I turn to the first page of the notebook. It’s dated February 27, less than two months before she died. How could she have done all this in that amount of time? No wonder she needed St Anthony’s help. I wish she’d asked for mine.
I put the notebook back in the drawer, walk back over to my bed, take my clarinet out of the case again, and play Joe’s song. I want to be in that summer day again, I want to be there with my sister.
At night,
when we were little,
we tented Bailey's covers,
crawled underneath with our flashlights
and played cards: Hearts,
Whist, Crazy Eights,
and our favorite: Bloody Knuckles.
The competition was vicious.
All day, every day,
we were the Walker Girls—
two peas i
n a pod
thick as thieves—
but when Gram closed the door
for the night,
we bared our teeth
we played for chores,
for slave duty,
for truths and dares and money.
We played to be better, brighter,
to be more beautiful,
more,
just more.
But is was all a ruse—
we played
so we could fall asleep
in the same bed
without having to ask,
so we could wrap together
like a braid,
so while we slept
our dreams could switch bodies.
(Found written on the inside cover of Wuthering Heights, Lennie’s room)

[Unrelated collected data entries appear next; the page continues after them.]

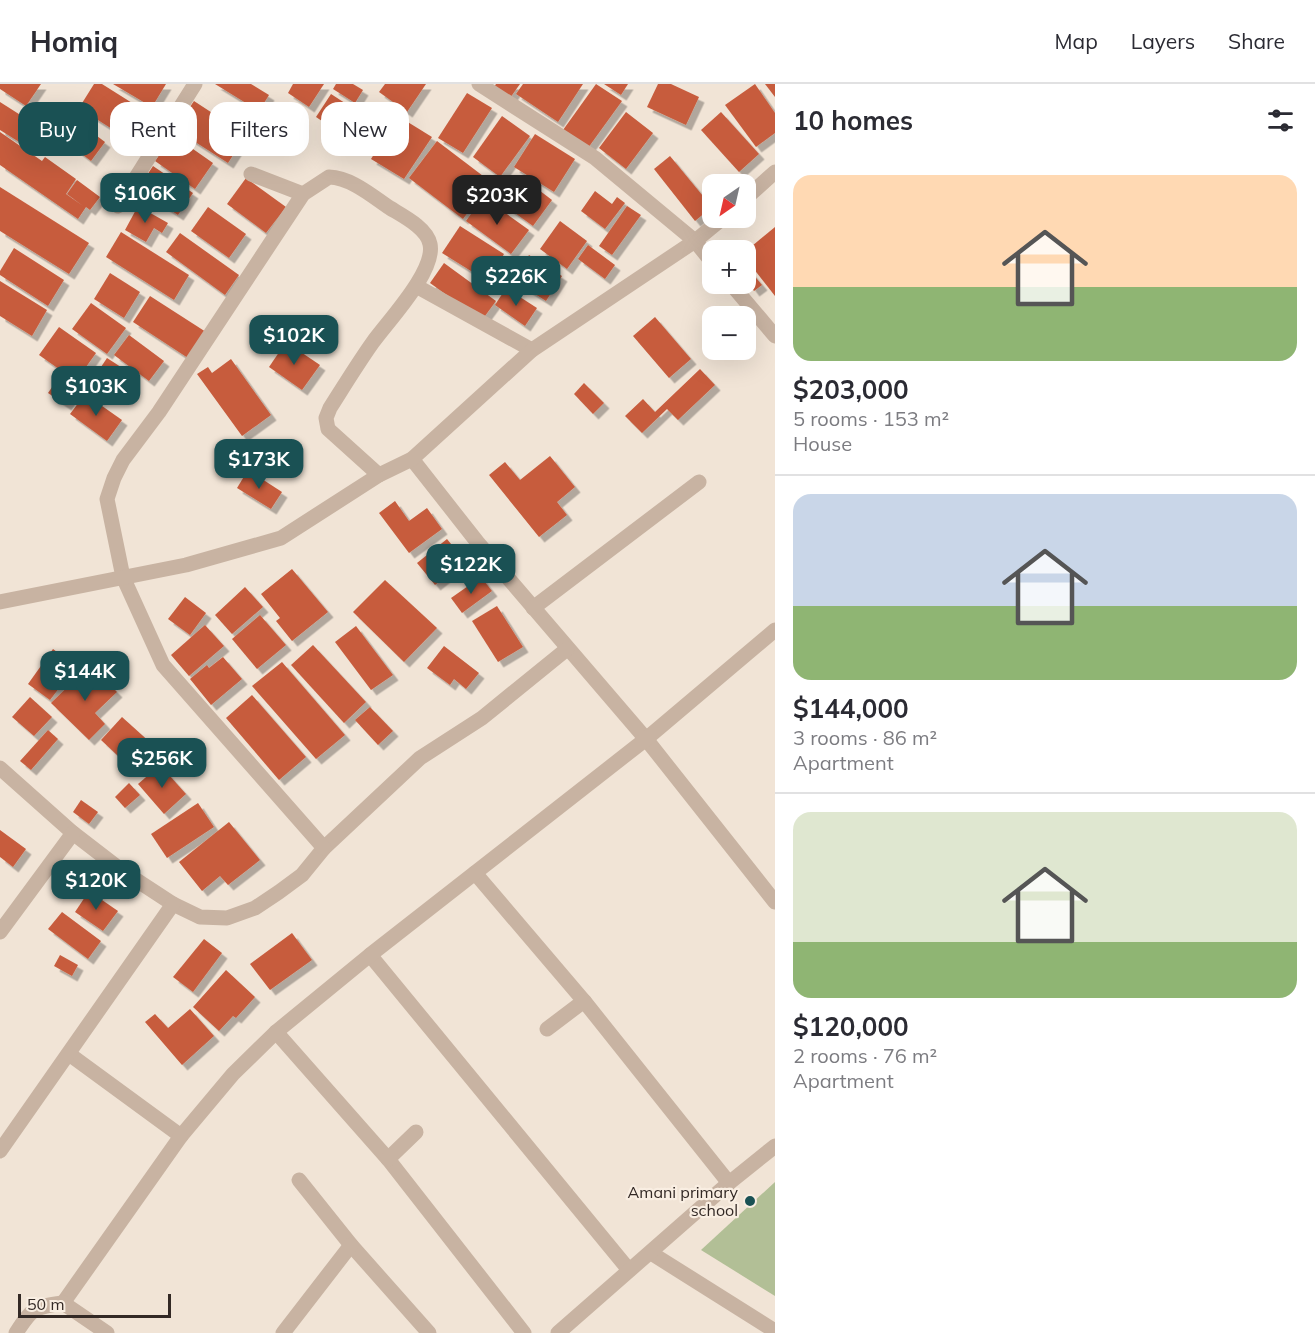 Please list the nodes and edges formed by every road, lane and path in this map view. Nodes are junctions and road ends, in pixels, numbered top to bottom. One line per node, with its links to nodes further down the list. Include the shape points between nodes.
1 (195, 84): 7 (street)
2 (479, 84): 9 (street, via 595,158)
3 (775, 172): 5 (street)
4 (251, 174): 6 (street)
5 (756, 189)
6 (303, 194): 11 (street, via 329,177 351,182 424,232 431,246); 18 (street, via 114,478 107,499)
7 (118, 206)
8 (711, 228): 9 (street)
9 (695, 241): 10 (street); 14 (street)
10 (702, 250)
11 (416, 286): 14 (street); 16 (street, via 373,342 326,418 328,429)
12 (739, 294): 13 (street)
13 (775, 336)
14 (532, 350): 15 (street)
15 (412, 459): 16 (street); 20 (street)
16 (379, 476): 18 (street, via 281,538 186,565)
17 (699, 482): 20 (street)
18 (123, 577): 19 (street); 26 (street, via 163,665)
19 (0, 602)
20 (533, 608): 22 (street)
21 (775, 630): 23 (street)
22 (567, 649): 23 (street); 26 (street, via 482,718 420,758)
23 (646, 739): 27 (street); 28 (street)
24 (0, 768): 25 (street)
25 (74, 833): 29 (street); 30 (street)
26 (324, 848): 29 (street, via 302,874 255,908 227,918 214,918 200,917)
27 (475, 873): 31 (street); 32 (street)
28 (775, 902)
29 (173, 904): 35 (street)
30 (0, 932)
31 (370, 955): 34 (street); 45 (street)
32 (584, 1001): 33 (street); 42 (street)
33 (547, 1029)
34 (276, 1032): 37 (street, via 233,1074); 40 (street)
35 (69, 1054): 37 (street); 39 (street)
36 (416, 1131): 40 (street)
37 (181, 1136): 46 (street)
38 (775, 1146): 42 (street)
39 (0, 1151)
40 (388, 1159): 52 (street)
41 (298, 1180): 43 (street)
42 (729, 1183): 44 (street)
43 (351, 1245): 50 (street); 51 (street)
44 (651, 1253): 45 (street); 47 (street)
45 (629, 1270): 53 (street)
46 (63, 1303): 48 (street, via 39,1307 26,1317); 49 (street)
47 (775, 1331)
48 (16, 1333)
49 (107, 1333)
50 (283, 1333)
51 (429, 1333)
52 (524, 1333)
53 (558, 1333)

I used to talk to The Half Mom a lot,
but I'd wait until no one else was home
and then I'd say:
I imagine you
up there
not like a cloud or a bird or a star
but like a mother,
except one who lives in the sky
who doesn't make a fuss
about gravity
who just goes about her business
drifting around with the wind.
(Found on a piece of newspaper under the Walkers’ porch)
When I come down to the kitchen the next morning, Gram is at the stove cooking sausages, her shoulders hunched into a broad frown. Big slouches over his coffee at the table. Behind them the morning fog shrouds the window, like the house is hovering inside a cloud. Standing in the doorway I’m filled with the same scared, hollow feeling I get when I see abandoned houses, ones with weeds growing through the front steps, paint cracked and dirty, windows broken and boarded up.